Which lines of the data hold the word "Annener"? Copy all of them.

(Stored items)
○ ○ ○ ○ ○ ○ ○
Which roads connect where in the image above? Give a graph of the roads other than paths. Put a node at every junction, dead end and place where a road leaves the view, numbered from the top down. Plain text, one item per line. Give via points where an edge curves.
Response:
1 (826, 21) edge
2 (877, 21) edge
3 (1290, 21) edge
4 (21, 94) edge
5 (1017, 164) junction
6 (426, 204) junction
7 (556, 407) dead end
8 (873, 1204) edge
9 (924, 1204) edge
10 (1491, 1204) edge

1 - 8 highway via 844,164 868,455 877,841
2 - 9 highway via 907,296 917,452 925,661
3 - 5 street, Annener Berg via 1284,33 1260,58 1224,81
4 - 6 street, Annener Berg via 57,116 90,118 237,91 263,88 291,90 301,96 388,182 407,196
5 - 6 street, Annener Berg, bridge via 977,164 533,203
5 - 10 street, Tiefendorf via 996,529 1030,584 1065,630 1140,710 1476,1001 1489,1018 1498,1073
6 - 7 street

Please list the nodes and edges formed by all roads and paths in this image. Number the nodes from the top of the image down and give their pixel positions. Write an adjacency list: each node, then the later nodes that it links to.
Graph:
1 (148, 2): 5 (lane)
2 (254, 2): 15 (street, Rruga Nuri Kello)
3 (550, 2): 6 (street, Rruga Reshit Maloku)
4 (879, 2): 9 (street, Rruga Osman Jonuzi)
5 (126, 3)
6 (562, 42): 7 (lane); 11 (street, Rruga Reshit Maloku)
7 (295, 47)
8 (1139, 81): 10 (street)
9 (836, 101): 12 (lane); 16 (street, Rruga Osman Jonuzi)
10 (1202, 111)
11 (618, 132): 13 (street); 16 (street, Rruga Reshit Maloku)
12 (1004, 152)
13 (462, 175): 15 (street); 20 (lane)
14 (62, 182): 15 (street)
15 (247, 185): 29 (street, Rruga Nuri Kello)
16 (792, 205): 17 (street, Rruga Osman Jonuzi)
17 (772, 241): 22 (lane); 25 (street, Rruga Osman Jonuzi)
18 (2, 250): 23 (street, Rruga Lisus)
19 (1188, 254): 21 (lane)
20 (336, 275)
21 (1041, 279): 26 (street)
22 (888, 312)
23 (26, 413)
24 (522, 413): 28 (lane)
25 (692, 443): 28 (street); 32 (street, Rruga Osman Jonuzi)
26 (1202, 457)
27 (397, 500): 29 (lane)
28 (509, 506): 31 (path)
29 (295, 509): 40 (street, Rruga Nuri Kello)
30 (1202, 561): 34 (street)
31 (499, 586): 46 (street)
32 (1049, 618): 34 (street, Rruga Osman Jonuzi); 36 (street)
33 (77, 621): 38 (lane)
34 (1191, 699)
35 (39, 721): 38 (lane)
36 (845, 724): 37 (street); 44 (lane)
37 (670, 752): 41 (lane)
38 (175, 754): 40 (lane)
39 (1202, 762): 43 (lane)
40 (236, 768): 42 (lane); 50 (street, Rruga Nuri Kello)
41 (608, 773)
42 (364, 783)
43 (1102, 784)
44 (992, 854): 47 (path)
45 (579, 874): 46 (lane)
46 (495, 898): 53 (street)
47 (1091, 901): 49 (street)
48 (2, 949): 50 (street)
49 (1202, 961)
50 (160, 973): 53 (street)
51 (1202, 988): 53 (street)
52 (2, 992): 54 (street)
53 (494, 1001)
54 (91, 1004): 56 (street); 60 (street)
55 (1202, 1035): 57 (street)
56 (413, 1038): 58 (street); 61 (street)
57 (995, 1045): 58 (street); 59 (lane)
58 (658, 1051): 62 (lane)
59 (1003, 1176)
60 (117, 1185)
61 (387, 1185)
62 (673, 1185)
○ ○ ○ ○ ○ ○ ○
- [Answer space]:
3 - 5 street, Annener Berg via 1284,33 1260,58 1224,81
4 - 6 street, Annener Berg via 57,116 90,118 237,91 263,88 291,90 301,96 388,182 407,196
5 - 6 street, Annener Berg, bridge via 977,164 533,203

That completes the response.